NEW YORK, Aug. 1 (Xinhua) -- U.S. stocks cut earlier loss but still closed lower Friday, as investors remained cautious after the market took a toll the previous day.
The Dow Jones Industrial Average lost 69.93 points, or 0.42 percent, to 16,493.37. The S&P 500 declined 5.52 points, or 0.29 percent, to 1,925.15. The Nasdaq Composite Index fell 17.13 points, or 0.39 percent, to 4,352.64.
All the three indices finished the week sharply lower. The Dow notched the biggest weekly loss in more than six months and the S& P 500 logged the largest weekly drop in over two years.
Despite goldilocks economic data rolling out in the day, the market still failed to regain steam, as investor sentiment continued to weaken from Thursday, when major indices fell about 2 percent.
Some analysts blamed a combination of factors for Thursday's market rout, citing European deflationary pressure, Argentina's debt default as well as negative sentiment, seasonality and momentum concerns in the U.S. market.
However, many traders believed the pullback is healthy since a significant correction is long overdue.
On the economic front, some 209,000 new jobs were added to the U.S. economy in July following an upwardly revised 298,000 gain the prior month, marking the sixth consecutive month of more than 200,000 job gains, the Labor Department said Friday.
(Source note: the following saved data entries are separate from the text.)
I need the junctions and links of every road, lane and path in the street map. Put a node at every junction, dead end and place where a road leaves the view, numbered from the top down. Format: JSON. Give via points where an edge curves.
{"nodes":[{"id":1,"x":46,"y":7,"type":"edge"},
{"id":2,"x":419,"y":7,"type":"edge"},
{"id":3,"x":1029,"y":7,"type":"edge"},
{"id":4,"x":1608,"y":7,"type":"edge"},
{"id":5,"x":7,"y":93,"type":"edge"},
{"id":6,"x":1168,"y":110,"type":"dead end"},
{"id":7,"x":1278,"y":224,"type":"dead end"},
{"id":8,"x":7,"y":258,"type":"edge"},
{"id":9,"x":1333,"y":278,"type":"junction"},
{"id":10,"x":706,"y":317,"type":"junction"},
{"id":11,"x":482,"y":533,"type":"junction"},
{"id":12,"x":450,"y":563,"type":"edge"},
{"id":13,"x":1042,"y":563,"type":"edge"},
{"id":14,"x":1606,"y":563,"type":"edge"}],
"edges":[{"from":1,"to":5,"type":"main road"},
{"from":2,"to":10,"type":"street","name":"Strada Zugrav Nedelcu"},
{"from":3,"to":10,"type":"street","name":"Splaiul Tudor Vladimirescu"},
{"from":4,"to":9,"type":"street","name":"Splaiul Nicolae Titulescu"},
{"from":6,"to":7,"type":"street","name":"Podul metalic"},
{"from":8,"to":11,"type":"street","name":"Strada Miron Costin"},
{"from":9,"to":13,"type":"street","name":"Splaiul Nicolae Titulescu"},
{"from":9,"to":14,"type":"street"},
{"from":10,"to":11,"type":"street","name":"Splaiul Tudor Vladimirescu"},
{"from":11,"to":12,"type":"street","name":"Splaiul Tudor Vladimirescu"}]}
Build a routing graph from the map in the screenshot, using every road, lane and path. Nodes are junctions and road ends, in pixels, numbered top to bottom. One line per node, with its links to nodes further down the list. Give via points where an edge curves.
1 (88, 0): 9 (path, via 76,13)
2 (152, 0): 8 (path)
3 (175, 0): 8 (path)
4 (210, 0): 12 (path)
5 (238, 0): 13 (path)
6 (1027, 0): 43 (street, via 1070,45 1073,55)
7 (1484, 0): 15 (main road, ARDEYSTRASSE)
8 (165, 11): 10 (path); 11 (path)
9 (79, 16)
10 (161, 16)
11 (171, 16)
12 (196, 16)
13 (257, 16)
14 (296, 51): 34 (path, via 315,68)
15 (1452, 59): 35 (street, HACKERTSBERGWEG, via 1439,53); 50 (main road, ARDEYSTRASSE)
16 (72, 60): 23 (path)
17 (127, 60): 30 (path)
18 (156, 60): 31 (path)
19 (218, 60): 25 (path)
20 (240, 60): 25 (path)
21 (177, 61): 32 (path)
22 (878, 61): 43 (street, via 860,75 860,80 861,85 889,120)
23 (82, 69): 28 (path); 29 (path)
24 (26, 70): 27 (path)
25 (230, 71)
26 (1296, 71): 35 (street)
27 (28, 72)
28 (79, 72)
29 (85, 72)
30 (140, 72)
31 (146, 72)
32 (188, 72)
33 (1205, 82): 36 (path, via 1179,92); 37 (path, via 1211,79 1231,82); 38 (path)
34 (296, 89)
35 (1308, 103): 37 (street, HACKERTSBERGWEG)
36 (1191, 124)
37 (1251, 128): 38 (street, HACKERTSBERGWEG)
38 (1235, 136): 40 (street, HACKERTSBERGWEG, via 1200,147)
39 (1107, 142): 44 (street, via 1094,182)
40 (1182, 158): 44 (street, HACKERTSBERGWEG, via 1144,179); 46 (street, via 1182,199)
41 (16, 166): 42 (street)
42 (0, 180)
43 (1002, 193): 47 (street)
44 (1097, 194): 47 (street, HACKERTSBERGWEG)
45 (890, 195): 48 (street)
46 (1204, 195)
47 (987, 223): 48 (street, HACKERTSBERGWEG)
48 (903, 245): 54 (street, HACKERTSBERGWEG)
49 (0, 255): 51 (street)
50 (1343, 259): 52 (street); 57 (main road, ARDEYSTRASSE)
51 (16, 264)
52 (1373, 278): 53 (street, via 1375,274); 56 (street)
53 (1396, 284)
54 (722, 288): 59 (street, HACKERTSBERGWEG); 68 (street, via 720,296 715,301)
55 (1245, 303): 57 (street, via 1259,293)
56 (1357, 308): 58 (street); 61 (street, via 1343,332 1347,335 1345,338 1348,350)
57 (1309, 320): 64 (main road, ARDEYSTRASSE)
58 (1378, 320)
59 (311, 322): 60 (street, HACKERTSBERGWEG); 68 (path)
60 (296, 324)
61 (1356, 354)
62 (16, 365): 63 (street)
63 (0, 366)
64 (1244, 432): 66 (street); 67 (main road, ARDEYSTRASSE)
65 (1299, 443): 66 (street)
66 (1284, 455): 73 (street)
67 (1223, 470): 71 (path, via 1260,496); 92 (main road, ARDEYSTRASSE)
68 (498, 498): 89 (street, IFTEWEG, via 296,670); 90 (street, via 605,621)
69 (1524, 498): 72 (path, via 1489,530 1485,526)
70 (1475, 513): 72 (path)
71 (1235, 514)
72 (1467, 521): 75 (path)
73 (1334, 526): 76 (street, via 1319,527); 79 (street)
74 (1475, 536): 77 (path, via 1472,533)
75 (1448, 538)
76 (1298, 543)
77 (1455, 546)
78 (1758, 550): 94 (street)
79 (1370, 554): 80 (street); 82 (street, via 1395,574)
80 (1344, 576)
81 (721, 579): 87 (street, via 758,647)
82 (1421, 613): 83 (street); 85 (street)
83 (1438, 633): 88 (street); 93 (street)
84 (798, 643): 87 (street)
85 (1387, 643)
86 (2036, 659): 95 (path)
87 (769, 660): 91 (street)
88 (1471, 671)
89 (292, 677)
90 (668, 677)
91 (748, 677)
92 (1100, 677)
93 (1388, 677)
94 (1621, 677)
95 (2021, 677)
Meanwhile, unemployment rate was little changed at 6.2 percent in July from 6. 1 percent in June.
U.S. personal income and personal consumption expenditure both added 0.4 percent in June, the Labor Department said in a separate report. The data were in line with market consensus.
The Commerce Department reported Friday that U.S. construction spending in June unexpectedly fell, down 1.8 percent from the preceding month. The Reuters/University of Michigan's consumer sentiment for the United States came out at 81.8 in July, slight up from its preliminary reading of 81.3, but down from a final June reading of 82.5.
Besides, a pair of data indicated the U.S. manufacturing sector continued its robust improvement in July. Economic activity in the manufacturing sector expanded in July for the 14th consecutive month, with the manufacturing Purchasing Managers Index (PMI) registering 57.1, higher than June's reading and market forecast, said the Institute for Supply Management.
Financial data firm Markit reported that the final Markit U.S. Manufacturing PMI registered 55.8 in July, down from a 49-month high of 57.3 in June but well above the neutral 50, which signaled a robust improvement in overall business conditions across the manufacturing sector.
The CBOE Volatility Index, often referred to as Wall Street's fear gauge, ticked up 0.47 percent to end at 17.03 Friday.
In other markets, the U.S. dollar declined against most major currencies as weaker-than-expected nonfarm payroll report drove speculations that the Fed may keep the ultra low interest rates for longer.
In late New York trading, the euro rose to 1.3428 dollars from 1.3390 dollars of the previous session. The dollar bought 102.55 Japanese yen, lower than 102.84 yen of the previous session.
Crude prices continued to fall. Light, sweet crude for September delivery edged down 29 cents to settle at 97.88 dollars a barrel on the New York Mercantile Exchange.
Gold futures on the COMEX division of the New York Mercantile Exchange bounced back.
The most active gold contract for December delivery rose 12 dollars, or 0.94 percent, to settle at 1,294.8 dollars per ounce.